Beer, Peanuts, and everything else about the Stadium Experience. Except the game.

Monday, April 2, 2007

April 2: Opening Day

  • Florida ------- 9
  • Washington -- 2


It was sunny and warm when I woke up, and today’s paper showed the following line for the Washington Nationals:

Washington
W 0
L 0
Pct .000
GB 1/2
L10 0-0
Str W-0
Home 0-0
Away 0-0


So far, having not played yet, the Nationals have no hits, no walks, no runs, and no errors. They have no strikes, no balls, no wild pitches. It’s all new, and all the statistical grids begin filling with figures today. Even so, they’re already a half-game behind the Mets, who won yesterday. At the same time, my line for the season stood as follows:

Beerman
Light Beer 0
Heavy Beer 0
Peanuts 0
Crackerjack 0
Tips 0

By the time the season ends, all this will change considerably. 81 home games are ahead, most of which I’ll attend. The life of the Beerman is pretty busy in-season, with weeklong stretches of a game a day, then a week off for recovery and other events to try and work in: Soccer, Racing, maybe a concert and an occasional game in Baltimore for variety and a bit of extra coin. But Baseball is The Season.

Opening Day is a big deal; most often a sellout and in this case very near to one, a highlight of spring for a Beerman. Today the brass band played the Anthem on the field, and fighter jets swooped overhead. No presidential first pitch this year -- probably from concern that there would be a repeat of the Booing Cheney received last time -- and instead a small squad of former Senators players and descendents took one toss after another. Even Mayor Adrian Fenty -- the guy who vocally opposed the new baseball stadium that is now going up on the Anacostia River, the building that’s going to anchor an entire segment of city growth -- got to throw. I’m still not sure who actually threw the official first pitch.

Then the game began, and people started buying. I was working the Upper deck down the third baseline, with a couple of cases of Miller Lite, a case of Miller Genuine Draft, and a satchel of Peanuts and Cracker Jack. I’d walk down the aisle a way, then look up to see the raised fingers of a customer up in the 500’s, then I’d take a turn and pound up the stairs to serve. Pour two at a time, take the twenty, make the change, express appreciation at the tip. Toss a bag of Crackerjack to a beaming kid a few seats over, make a big deal about what a great catch! Head higher up in the deck for another couple beers to the left, another to the right, four more a couple of rows higher. Open, pour, hand them over, make the change. Over and over again like this for seven innings.

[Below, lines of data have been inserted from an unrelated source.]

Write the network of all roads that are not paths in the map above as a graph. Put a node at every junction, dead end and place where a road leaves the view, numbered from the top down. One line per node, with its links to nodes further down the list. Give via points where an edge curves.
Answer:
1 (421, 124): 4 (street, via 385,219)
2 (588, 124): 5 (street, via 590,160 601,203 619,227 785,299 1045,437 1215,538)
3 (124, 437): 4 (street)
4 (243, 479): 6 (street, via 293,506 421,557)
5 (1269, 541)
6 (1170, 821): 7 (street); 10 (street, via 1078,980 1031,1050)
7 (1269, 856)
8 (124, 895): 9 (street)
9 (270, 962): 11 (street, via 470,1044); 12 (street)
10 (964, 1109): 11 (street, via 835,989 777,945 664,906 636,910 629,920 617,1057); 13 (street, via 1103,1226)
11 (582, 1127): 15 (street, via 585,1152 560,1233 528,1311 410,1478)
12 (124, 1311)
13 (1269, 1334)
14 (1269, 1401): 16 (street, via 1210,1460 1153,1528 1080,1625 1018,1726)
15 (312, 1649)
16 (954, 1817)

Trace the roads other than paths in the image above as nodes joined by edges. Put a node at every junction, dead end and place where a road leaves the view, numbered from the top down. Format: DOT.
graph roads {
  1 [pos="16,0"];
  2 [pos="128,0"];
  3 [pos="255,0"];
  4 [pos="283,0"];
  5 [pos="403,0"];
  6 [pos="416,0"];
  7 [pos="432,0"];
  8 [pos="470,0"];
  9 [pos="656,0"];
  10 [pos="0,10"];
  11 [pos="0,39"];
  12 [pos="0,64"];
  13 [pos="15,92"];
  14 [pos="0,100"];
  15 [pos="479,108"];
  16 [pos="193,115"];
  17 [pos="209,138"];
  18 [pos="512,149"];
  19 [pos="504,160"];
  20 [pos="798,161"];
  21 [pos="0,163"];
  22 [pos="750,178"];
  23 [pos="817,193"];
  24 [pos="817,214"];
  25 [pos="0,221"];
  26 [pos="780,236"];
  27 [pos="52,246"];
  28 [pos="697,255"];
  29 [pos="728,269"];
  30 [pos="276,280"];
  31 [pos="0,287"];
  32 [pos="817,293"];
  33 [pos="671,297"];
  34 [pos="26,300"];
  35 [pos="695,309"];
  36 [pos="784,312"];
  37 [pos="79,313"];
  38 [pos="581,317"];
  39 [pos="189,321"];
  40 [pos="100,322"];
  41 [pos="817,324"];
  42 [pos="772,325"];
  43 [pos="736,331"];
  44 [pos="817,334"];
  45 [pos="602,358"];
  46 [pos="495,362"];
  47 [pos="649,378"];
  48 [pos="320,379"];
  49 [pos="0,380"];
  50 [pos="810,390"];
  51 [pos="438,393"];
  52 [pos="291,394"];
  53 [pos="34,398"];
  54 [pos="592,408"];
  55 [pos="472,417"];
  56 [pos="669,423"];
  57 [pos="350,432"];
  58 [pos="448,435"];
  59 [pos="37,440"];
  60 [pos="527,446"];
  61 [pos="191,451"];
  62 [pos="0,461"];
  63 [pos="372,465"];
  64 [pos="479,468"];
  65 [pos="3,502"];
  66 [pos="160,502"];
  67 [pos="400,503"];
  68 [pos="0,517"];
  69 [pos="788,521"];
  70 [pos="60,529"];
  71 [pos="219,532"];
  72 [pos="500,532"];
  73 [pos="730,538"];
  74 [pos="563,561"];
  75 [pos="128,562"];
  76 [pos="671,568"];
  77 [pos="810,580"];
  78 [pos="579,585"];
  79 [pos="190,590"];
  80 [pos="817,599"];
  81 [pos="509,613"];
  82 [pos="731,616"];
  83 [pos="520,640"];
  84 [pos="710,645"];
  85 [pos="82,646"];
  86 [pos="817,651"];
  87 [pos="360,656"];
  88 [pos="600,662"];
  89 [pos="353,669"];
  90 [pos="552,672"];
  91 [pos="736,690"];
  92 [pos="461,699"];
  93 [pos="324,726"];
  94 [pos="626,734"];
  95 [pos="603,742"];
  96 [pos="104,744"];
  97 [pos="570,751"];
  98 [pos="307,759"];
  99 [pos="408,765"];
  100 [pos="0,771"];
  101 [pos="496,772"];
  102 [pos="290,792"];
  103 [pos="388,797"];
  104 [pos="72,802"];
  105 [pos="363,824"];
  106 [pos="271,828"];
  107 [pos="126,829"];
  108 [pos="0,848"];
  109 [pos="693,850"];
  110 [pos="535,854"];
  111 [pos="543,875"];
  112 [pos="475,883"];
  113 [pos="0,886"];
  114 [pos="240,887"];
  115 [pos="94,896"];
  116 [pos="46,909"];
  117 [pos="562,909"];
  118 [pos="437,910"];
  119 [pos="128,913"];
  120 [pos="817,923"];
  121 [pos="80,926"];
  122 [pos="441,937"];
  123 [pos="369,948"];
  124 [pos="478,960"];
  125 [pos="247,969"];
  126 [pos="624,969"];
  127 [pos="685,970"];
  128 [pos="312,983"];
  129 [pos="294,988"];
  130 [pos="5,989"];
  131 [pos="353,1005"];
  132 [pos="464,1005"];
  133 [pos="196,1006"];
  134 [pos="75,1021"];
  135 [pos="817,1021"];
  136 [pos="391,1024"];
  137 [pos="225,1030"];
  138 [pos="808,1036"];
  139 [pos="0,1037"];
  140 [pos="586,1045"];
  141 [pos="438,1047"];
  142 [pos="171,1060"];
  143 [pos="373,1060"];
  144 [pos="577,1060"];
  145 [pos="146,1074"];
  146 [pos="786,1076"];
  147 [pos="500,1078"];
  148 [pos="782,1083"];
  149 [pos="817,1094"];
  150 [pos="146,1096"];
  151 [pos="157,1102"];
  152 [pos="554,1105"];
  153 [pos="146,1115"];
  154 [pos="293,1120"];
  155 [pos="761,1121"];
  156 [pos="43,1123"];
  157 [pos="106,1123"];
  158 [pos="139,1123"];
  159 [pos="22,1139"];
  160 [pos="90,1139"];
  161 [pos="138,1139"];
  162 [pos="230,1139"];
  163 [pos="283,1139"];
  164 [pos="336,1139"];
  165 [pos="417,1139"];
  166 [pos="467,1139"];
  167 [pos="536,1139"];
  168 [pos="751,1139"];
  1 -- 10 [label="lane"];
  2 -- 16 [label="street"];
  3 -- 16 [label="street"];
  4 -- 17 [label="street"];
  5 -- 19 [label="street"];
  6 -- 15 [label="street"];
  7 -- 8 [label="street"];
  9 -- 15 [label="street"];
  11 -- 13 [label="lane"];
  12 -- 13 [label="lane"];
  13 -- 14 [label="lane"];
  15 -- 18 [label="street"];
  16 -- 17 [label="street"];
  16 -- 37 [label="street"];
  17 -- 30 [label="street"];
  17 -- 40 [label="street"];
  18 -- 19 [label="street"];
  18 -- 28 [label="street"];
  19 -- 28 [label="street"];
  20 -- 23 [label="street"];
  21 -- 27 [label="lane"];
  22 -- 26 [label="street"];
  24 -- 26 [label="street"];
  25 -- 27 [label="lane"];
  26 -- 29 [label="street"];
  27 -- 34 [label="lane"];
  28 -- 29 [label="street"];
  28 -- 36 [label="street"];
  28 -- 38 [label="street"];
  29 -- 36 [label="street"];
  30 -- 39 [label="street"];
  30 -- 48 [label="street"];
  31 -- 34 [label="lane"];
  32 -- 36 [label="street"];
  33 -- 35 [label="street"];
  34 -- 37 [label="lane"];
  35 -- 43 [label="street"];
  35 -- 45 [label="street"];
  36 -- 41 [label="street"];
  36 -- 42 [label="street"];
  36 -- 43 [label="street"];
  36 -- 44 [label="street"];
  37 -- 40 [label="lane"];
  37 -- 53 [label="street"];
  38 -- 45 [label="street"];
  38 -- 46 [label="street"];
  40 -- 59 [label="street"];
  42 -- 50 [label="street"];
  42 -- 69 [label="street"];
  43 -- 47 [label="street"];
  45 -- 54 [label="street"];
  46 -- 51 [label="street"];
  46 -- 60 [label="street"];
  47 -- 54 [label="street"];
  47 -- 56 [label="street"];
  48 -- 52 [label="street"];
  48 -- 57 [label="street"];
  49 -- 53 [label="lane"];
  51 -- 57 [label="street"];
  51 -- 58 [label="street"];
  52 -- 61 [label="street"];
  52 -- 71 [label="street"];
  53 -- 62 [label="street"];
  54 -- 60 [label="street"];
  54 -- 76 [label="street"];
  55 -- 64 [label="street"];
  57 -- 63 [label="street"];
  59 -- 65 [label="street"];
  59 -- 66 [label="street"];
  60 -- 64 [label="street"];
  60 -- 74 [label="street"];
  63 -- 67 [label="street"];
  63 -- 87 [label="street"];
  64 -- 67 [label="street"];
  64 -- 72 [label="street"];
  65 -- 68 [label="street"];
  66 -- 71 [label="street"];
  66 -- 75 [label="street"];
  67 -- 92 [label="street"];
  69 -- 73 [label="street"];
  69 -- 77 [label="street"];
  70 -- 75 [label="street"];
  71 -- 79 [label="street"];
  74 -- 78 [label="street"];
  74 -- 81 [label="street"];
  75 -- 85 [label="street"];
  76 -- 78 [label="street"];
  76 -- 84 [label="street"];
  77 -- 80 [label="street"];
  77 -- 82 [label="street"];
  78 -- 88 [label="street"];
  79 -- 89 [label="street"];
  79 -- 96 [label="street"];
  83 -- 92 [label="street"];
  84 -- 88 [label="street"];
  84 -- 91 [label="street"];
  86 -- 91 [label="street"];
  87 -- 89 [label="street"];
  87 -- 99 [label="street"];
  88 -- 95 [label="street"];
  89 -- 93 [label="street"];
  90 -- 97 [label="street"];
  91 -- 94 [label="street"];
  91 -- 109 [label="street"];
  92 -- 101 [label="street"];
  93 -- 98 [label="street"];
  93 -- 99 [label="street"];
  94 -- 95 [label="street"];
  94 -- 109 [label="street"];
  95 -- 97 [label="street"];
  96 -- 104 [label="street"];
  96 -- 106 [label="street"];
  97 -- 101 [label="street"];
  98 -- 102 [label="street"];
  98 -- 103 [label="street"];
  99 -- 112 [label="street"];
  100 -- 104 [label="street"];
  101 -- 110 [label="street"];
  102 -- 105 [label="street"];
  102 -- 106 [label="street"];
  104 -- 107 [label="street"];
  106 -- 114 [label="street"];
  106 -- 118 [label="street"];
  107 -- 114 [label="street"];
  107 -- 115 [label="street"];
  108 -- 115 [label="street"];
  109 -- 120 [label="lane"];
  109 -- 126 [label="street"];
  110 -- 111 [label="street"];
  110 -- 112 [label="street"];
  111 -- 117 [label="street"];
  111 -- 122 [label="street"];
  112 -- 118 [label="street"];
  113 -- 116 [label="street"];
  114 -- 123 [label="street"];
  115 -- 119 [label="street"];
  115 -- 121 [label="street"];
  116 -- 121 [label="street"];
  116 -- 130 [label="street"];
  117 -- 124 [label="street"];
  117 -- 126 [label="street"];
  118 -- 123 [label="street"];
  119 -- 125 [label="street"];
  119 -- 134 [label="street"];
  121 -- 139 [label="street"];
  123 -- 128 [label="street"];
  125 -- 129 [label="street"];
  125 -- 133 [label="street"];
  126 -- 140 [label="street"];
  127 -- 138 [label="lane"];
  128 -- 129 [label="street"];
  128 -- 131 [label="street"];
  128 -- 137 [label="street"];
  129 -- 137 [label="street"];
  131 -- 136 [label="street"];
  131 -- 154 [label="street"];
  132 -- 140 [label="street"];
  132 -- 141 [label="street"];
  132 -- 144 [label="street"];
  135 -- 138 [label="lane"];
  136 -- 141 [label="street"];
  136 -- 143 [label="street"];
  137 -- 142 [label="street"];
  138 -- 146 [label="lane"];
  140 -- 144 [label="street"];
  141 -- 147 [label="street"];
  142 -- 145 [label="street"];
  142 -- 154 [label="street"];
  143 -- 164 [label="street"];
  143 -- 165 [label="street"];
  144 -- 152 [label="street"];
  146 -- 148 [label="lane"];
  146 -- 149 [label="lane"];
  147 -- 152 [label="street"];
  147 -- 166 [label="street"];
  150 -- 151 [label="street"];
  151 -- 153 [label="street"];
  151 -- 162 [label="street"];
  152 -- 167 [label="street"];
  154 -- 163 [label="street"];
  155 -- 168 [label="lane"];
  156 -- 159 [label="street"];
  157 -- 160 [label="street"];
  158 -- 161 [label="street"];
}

But I don’t tend to get too tired on a day like this; seeing everyone up there reacting to the game and summoning me and my beer throughout an afternoon creates a positive feedback loop for me, and their bright happiness today makes me want to keep going and make Opening Day endless. So I go out again after the alcohol cutoff and pitch some more peanuts around for fun the big shell of RFK empties and another Opening Day is over.

My sales totals were actually pretty disappointing: 8 cases of beer, 4 1/2 loads of Peanuts and Crackerjack, with far less in tips than I expected. Much of this weak performance has to do with adjusting from the simplicity of popping open bottles to the retro technique of opening cans, which I have yet to master. And the team lost while looking ready to live out the most dire predictions with a vengeance. But the game is sort of secondary now. The memory is of an almost packed house circling a green field, RFK draped in colorful bunting, and the sun touching everything with gleaming light.

They won’t all be like this, but we’ll take them where we can. Play ball!